*** Opening of SOURCE MATERIAL ***

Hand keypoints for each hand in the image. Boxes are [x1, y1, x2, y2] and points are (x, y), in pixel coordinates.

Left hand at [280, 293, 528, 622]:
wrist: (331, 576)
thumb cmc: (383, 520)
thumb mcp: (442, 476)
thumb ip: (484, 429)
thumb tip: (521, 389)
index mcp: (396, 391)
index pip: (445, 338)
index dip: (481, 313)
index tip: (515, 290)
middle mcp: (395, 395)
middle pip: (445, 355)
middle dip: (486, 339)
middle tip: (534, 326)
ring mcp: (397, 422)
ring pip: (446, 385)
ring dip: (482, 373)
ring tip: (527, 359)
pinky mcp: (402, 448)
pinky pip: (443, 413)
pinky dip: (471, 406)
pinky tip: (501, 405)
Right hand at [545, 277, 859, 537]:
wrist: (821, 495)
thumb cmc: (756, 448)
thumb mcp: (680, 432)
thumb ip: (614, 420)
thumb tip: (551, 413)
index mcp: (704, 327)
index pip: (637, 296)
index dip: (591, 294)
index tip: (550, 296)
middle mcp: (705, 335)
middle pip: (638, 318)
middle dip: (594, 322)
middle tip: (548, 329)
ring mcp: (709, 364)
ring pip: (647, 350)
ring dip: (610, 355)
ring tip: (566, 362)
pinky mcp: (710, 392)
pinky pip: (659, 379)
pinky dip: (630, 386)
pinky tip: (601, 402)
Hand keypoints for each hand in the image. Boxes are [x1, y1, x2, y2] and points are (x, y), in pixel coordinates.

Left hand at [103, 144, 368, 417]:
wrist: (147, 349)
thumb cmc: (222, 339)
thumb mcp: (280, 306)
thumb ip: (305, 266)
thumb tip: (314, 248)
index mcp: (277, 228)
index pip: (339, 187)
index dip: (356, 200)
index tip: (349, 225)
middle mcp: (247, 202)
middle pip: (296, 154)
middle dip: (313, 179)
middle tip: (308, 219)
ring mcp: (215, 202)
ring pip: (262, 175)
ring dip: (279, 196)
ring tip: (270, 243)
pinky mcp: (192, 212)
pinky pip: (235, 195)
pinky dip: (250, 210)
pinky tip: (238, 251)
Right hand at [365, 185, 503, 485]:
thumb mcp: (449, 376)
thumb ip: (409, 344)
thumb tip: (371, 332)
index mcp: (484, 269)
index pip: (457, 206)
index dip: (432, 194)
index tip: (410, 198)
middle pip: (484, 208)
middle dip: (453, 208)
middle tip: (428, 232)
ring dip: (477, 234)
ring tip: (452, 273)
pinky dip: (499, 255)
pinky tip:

*** Close of SOURCE MATERIAL ***

◆ PROBLEM DESCRIPTION ◆
Exact copies of the lines from the one containing "thumb cmc: (222, 339)" through the end of the listing, both included, are the only thing wanted.

◆ WRITTEN RESPONSE ◆
thumb cmc: (222, 339)
thumb mcp: (280, 306)
thumb ip: (305, 266)
thumb tip: (314, 248)
index mcp: (277, 228)
index pip: (339, 187)
index dip: (356, 200)
index tip: (349, 225)
middle mcp: (247, 202)
middle pip: (296, 154)
middle dip: (313, 179)
middle tip: (308, 219)
ring mcp: (215, 202)
ring pip: (262, 175)
ring dip: (279, 196)
ring tip: (270, 243)
pinky mcp: (192, 212)
pinky pip: (235, 195)
pinky dip: (250, 210)
pinky tip: (238, 251)
Right hand at [365, 185, 503, 485]:
thumb mcp: (449, 376)
thumb ip: (409, 344)
thumb tip: (371, 332)
index mcp: (484, 269)
index pip: (457, 206)
index dip: (432, 194)
index tip: (410, 198)
middle pip: (484, 208)
middle dip: (453, 208)
middle tip: (428, 232)
ring dip: (477, 234)
ring tip: (452, 273)
pinky dip: (499, 255)
pinky tip:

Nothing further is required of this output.